What would happen if your employees protested your social policies, saying your company is not inclusive enough? What if your employees turn to social media to talk about what they consider unsafe working conditions? How would you respond if you found signs of union activity? What if the community of operation objects to business practices they believe impact their quality of life? 

Brand and reputation management is important for many reasons beyond the impact on the bottom line. People want to work for companies that are aligned with their values. If your company comes under attack for something like not being diverse enough or for doing business in countries violating human rights or for tough work schedules, the brand damage can be swift. Some of the consequences include making it more challenging to attract, hire, and retain talent and making it more difficult to become an employer of choice or stay union-free. Frequently, an attack on a brand precedes union organizing efforts. The reason is simple: The union knows the vulnerability that gives it the most leverage.   

You need an effective corporate reputation management plan which includes a communication plan for responding internally and externally. Out of the many situations that have arisen over the past years is the realization that responding rapidly, truthfully, and with a path forward can save a company’s reputation and help your company stay union-free. If your company has a value of transparency, being transparent when a crisis hits is crucial. Management will quickly be called hypocritical if you don’t uphold your values. Leaders must lead from values at all times. Employees want to know they are valued and play a critical role in the company’s success. During a crisis, you need them as company advocates. 

Getting ahead of the public discourse is crucial to minimizing the impact of the crisis. Talking to employees directly is as important as the public relations response addressing the negative claims made. You want to get ahead of the bad publicity by explaining the crisis and the company’s response. Otherwise, employees will start posting their perspectives on social media without having all the facts. You want employees who are advocates for your business during a crisis.  

One strategy for identifying potential reputation risks and managing industry-related issues is participating in trade associations. Mike Lake at IRI says, “Trade associations are great places that your organizations can go to collaborate as an industry.
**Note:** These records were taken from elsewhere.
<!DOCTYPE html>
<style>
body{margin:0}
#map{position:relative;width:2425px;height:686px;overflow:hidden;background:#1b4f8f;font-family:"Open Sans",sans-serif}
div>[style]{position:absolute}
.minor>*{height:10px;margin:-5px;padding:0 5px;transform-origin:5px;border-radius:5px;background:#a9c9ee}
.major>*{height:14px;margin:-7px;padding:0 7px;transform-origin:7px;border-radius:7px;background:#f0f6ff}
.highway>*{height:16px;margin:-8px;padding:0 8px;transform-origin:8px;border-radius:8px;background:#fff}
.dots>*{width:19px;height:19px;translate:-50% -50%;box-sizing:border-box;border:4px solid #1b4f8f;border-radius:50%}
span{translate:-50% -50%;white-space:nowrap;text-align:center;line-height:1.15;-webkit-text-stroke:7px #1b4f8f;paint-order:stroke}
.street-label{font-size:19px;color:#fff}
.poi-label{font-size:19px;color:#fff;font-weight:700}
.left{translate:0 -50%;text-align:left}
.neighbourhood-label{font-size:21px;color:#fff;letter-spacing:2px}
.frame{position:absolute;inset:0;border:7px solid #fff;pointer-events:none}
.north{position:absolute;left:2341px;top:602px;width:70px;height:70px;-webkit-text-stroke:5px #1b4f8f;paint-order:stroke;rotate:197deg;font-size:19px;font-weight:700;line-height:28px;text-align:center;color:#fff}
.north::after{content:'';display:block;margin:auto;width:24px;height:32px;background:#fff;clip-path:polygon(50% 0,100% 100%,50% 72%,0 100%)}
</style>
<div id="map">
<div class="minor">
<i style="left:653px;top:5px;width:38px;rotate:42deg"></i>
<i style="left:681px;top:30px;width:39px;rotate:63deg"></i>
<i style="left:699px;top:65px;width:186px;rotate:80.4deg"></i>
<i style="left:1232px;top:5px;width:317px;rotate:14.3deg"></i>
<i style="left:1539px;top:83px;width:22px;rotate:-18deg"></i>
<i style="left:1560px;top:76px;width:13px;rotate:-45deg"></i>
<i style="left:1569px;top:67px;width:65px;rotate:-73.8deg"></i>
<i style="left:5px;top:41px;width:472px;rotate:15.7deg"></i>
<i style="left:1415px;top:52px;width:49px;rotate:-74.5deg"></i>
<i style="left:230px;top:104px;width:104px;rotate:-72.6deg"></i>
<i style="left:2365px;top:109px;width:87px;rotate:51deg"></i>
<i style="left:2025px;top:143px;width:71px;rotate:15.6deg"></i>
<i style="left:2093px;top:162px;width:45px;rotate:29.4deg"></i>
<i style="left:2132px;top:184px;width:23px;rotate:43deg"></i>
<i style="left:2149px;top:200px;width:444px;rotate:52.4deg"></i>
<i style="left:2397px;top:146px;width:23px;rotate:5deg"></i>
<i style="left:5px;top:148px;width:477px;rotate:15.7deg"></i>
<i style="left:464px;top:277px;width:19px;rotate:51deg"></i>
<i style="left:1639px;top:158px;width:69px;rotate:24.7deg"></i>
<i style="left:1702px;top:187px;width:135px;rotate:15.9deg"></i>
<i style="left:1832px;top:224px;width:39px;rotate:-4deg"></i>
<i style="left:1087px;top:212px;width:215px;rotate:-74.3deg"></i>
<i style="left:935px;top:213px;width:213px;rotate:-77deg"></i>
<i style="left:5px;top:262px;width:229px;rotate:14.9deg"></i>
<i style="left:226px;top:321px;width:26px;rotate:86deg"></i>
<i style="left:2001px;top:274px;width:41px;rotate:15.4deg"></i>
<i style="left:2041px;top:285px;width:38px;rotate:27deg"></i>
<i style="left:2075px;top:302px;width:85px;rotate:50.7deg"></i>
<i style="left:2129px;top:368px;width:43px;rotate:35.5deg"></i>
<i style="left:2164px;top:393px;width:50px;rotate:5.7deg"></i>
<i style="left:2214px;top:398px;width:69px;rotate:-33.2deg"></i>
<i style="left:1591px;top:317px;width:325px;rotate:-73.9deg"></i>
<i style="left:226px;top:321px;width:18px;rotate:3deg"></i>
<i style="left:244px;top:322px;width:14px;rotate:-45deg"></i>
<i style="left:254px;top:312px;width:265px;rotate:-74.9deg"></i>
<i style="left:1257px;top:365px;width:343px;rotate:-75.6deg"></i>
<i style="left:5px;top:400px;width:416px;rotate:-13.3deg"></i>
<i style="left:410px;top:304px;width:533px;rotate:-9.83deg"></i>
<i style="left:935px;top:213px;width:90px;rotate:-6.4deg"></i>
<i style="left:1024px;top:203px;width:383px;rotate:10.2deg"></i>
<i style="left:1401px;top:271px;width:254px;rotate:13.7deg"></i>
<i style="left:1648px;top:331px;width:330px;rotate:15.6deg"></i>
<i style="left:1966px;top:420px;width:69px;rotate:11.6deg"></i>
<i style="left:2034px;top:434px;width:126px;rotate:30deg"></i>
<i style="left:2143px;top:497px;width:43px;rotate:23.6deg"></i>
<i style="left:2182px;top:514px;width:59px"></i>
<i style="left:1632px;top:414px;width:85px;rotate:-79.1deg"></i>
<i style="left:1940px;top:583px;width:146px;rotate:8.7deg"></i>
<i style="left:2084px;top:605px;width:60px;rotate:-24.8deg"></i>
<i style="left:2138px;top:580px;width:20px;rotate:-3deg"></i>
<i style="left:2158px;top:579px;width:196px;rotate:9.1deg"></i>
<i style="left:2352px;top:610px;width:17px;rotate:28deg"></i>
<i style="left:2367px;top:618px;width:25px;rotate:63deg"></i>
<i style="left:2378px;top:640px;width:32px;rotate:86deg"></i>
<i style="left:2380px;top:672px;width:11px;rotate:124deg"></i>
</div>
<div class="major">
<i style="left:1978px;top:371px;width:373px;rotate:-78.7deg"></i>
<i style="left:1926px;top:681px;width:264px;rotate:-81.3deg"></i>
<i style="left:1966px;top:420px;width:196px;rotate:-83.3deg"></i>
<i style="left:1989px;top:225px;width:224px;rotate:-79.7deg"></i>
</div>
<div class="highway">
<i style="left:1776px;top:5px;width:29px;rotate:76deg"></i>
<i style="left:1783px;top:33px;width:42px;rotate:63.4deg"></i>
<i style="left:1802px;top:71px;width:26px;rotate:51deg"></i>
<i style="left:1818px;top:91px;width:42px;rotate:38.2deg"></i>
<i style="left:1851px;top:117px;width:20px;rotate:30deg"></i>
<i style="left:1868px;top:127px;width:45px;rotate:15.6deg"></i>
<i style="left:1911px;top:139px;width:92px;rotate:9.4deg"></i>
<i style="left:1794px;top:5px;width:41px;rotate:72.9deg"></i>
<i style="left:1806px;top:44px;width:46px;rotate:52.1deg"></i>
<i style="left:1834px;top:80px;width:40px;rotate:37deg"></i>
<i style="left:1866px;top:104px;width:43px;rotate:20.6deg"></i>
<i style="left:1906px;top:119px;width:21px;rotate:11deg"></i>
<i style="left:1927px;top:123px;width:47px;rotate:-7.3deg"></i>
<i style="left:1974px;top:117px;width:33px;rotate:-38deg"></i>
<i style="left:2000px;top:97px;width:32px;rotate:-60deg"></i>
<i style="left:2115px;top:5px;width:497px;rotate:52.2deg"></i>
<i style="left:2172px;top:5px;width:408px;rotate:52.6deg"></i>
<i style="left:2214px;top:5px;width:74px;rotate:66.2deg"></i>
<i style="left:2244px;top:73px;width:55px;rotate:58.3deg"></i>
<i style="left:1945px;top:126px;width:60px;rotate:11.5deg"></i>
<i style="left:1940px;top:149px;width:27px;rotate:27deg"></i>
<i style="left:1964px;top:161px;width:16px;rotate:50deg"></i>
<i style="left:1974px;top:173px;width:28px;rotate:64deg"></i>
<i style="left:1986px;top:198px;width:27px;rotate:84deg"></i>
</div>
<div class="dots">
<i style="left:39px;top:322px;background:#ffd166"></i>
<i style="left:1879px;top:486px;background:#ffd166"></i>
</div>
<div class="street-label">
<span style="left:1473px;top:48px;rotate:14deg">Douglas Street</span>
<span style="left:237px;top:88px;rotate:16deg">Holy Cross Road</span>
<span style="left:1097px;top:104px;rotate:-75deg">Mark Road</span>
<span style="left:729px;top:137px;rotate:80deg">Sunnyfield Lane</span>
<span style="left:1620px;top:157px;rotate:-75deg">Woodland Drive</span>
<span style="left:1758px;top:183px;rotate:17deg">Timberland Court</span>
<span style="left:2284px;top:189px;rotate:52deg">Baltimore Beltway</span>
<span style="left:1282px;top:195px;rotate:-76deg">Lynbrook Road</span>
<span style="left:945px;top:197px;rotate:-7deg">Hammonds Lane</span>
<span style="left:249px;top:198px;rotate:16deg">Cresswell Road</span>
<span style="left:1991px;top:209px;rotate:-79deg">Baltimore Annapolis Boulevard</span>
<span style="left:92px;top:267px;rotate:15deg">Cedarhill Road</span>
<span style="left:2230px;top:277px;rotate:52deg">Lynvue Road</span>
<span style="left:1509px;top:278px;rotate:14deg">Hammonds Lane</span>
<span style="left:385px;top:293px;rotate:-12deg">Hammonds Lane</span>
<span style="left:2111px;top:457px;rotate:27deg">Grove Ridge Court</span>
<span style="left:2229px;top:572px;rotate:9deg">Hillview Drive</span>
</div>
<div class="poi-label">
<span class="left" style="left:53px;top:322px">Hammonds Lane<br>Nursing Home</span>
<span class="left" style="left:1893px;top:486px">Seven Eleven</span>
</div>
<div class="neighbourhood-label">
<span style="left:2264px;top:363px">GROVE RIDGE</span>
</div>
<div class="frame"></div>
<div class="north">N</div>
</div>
It’s also important for organizations to have a good social media monitoring system to stay ahead of any bad publicity that may arise within the industry.” Social media monitoring yields data and data analytics that can give you an early warning of potential employee issues or a looming crisis. Social listening should be included in the crisis management plan and employed on a routine basis because it promotes positive social media usage for your brand.  

crisis management

Brand Crisis Management Planning in a World of Crises 

Almost every company today experiences one or more crises because there is so much ongoing disruption in the business environment and because employees and the public can easily attack a company brand and hurt its reputation in a public manner. Labor unions are always interested in recruiting collaborators to assist with corporate attacks.  

Unionization is not the only risk, of course, but the damage a union organizing campaign can do to the corporate brand is potentially immense. Many companies use outside resources, like IRI Consultants, to help them prepare a crisis management plan or a corporate reputation management plan. This gives you access to the expertise you may not have internally. Whether or not you decide to use external resources, the most essential point is to be proactive in brand crisis management. The next crisis is around the corner. Of that, you can be certain.